(Beginning of Data for review)
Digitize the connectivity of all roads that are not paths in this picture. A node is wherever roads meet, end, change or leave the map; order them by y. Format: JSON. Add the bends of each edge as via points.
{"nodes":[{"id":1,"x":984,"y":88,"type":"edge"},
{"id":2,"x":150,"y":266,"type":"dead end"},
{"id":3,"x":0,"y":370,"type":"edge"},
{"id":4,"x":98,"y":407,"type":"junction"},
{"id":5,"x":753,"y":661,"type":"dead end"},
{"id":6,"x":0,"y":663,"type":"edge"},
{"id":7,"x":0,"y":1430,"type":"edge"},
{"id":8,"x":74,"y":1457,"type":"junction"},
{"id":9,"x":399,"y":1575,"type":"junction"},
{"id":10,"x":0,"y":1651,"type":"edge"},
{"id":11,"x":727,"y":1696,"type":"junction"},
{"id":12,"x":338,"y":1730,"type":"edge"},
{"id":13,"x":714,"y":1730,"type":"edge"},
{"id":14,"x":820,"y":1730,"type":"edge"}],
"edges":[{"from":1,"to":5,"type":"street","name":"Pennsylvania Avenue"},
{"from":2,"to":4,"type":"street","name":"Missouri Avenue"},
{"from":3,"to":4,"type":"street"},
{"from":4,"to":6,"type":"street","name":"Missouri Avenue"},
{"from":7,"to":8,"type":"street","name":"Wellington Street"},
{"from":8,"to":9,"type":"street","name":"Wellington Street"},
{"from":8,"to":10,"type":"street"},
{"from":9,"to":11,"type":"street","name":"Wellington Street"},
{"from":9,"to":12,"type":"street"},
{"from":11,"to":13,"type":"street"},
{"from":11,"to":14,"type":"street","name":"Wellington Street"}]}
(End of Data for review)
Exercise: Copy the material above back out, exactly as written.

Solution to this exercise:
Digitize the connectivity of all roads that are not paths in this picture. A node is wherever roads meet, end, change or leave the map; order them by y. Format: JSON. Add the bends of each edge as via points.
{"nodes":[{"id":1,"x":984,"y":88,"type":"edge"},
{"id":2,"x":150,"y":266,"type":"dead end"},
{"id":3,"x":0,"y":370,"type":"edge"},
{"id":4,"x":98,"y":407,"type":"junction"},
{"id":5,"x":753,"y":661,"type":"dead end"},
{"id":6,"x":0,"y":663,"type":"edge"},
{"id":7,"x":0,"y":1430,"type":"edge"},
{"id":8,"x":74,"y":1457,"type":"junction"},
{"id":9,"x":399,"y":1575,"type":"junction"},
{"id":10,"x":0,"y":1651,"type":"edge"},
{"id":11,"x":727,"y":1696,"type":"junction"},
{"id":12,"x":338,"y":1730,"type":"edge"},
{"id":13,"x":714,"y":1730,"type":"edge"},
{"id":14,"x":820,"y":1730,"type":"edge"}],
"edges":[{"from":1,"to":5,"type":"street","name":"Pennsylvania Avenue"},
{"from":2,"to":4,"type":"street","name":"Missouri Avenue"},
{"from":3,"to":4,"type":"street"},
{"from":4,"to":6,"type":"street","name":"Missouri Avenue"},
{"from":7,"to":8,"type":"street","name":"Wellington Street"},
{"from":8,"to":9,"type":"street","name":"Wellington Street"},
{"from":8,"to":10,"type":"street"},
{"from":9,"to":11,"type":"street","name":"Wellington Street"},
{"from":9,"to":12,"type":"street"},
{"from":11,"to":13,"type":"street"},
{"from":11,"to":14,"type":"street","name":"Wellington Street"}]}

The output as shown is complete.